By Dustin Rowles | Trade News | February 5, 2008 |


We’ve got a ton of industry news to get to today (don’t worry — hardly any of it is good), so let’s get started. First: Brace yourself. I don’t know how to do say this — and I just ask that you remember: I’m just the messenger — but, believe it or not (ha!), word on the nets is that they are bringing The Greatest American Hero to the big screen. Yep. The show that inspired the greatest answering machine message of all time will now be a feature film. I have the vaguest recollection of the show, which only ran for two seasons; I know I loved it, but at the time, I probably also loved to eat Play-Doh. I remember the bad (very bad) superhero costume and the clumsy flying; I also remember that, because of my adoration for the show, my mother decided to perm my fucking hair in honor of its lead. And I also remember William Kaat, who years later, during my adolescence, showed up in a soft-core porn film with Shannon Tweed, and for some reason, a scene in which Katt fucked Tweed on a banister is burned into my brain. I’d pay to have it removed. But, really, that’s neither here nor there. The details: So far, they are scant, except that Stephen Herek (Bill and Ted’s Excellent Adventure, The Mighty Ducks) is directing and that they are currently casting for the two main roles, Ralph Hinkley (played originally by Kaat), and FBI Agent Bill Maxwell, who I have absolutely no recollection of.

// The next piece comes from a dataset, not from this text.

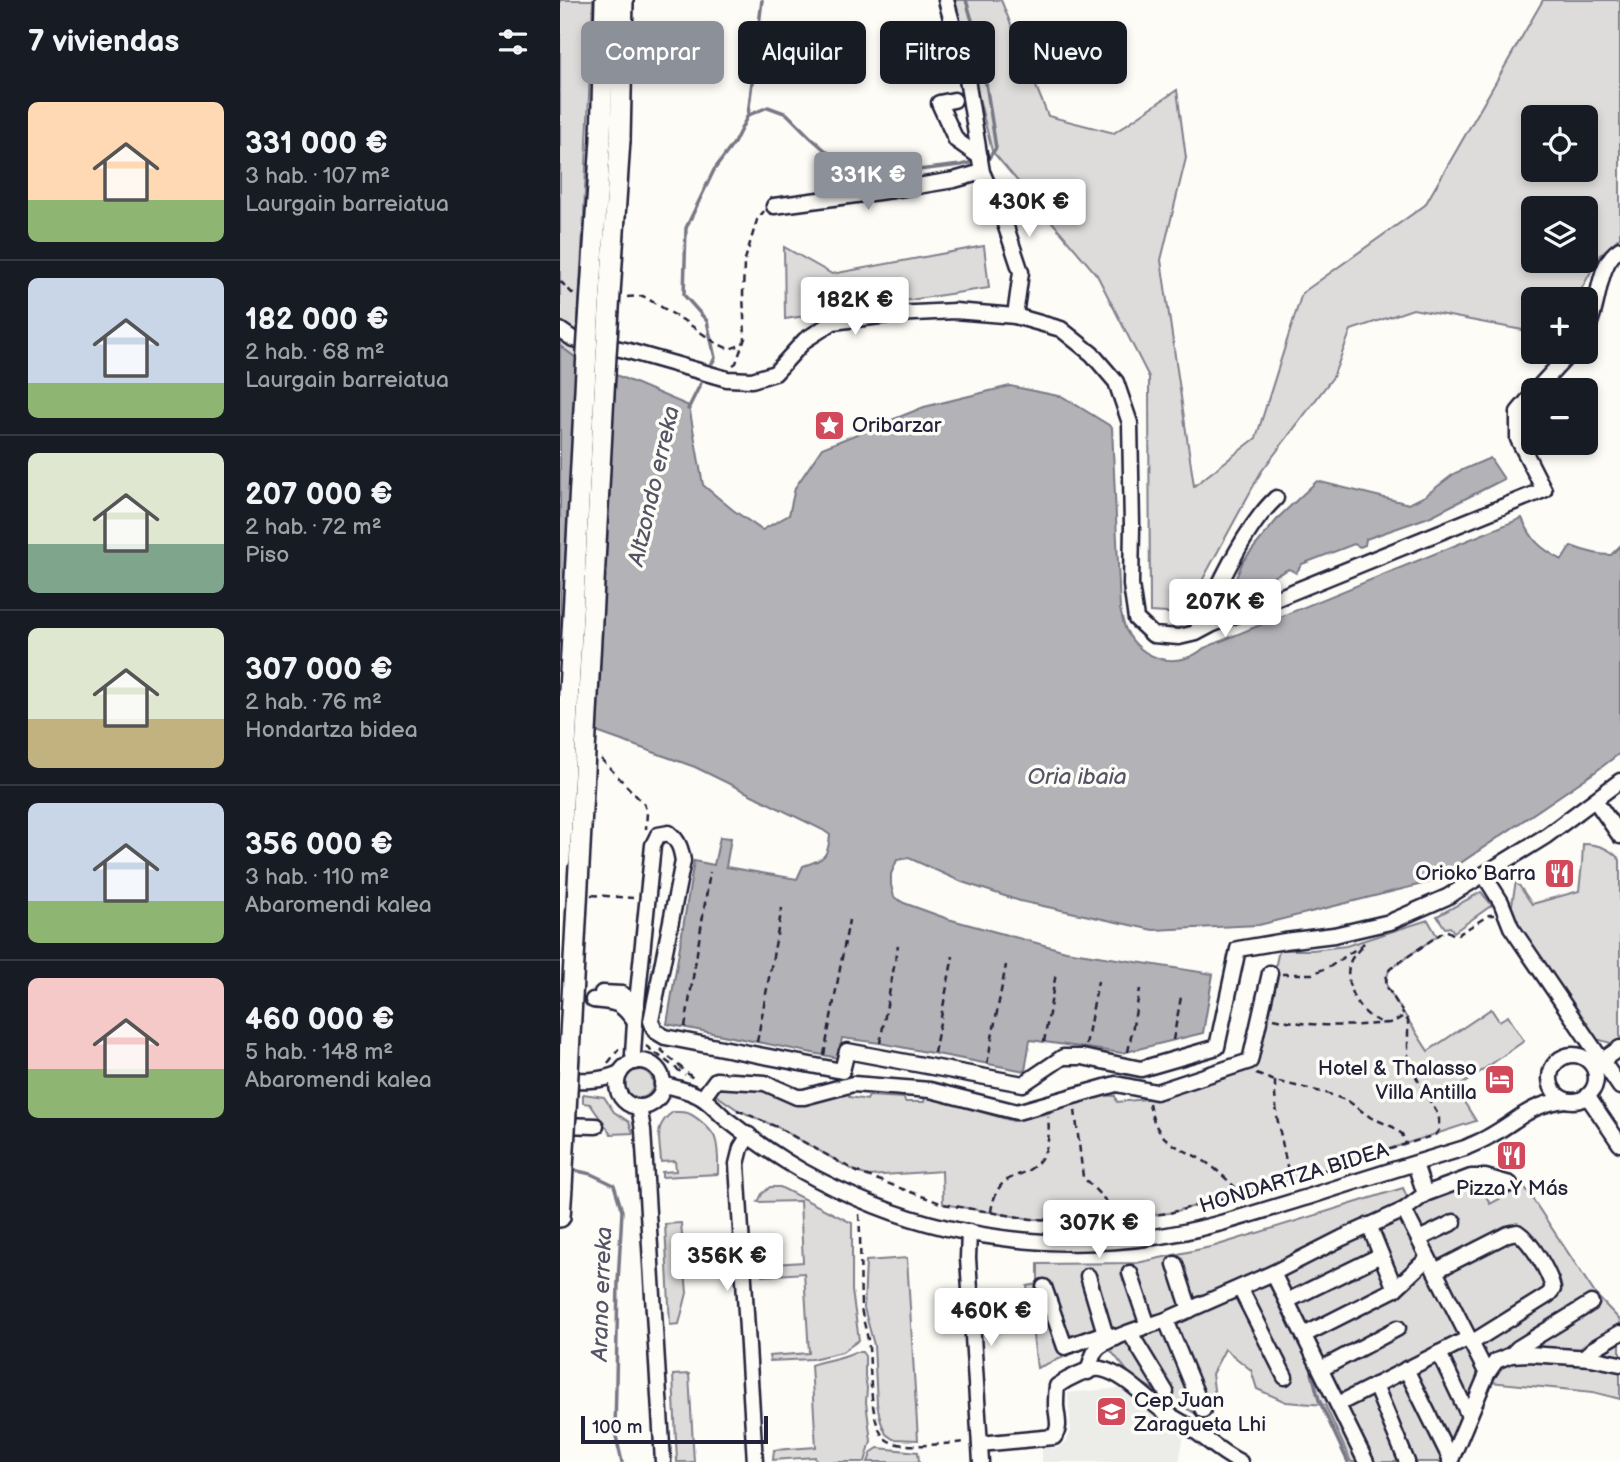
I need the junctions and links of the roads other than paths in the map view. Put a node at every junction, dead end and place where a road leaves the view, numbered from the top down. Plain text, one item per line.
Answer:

All last week, blogs were running a variation of this headline: “Cloverfield 2?” in which the question mark was sort of an afterthought. For the curious, there’s not actually a sequel in the works, but director Matt Reeves ignited the rumors by suggesting that the same story could be told from a different point of view (i.e., a different set of obnoxious, forgettable twentysomething actors, probably with camera phones). Of course, if there is a sequel, I’d imagine they’d want to make it twice as shaky, to really extract the Cloverhurls from the audience. I was quite a fan of the movie; but it was sort of one-trick deal, so if a sequel ever surfaces, I suspect it’d get the same reception that Blair Witch 2 did. My suggestion: Leave well enough alone. Besides, for a film that opened so well only two weekends ago, it’s certainly fallen off the charts awfully quick (it was 9th this weekend), which suggests much of the success of the film was in its intrigue.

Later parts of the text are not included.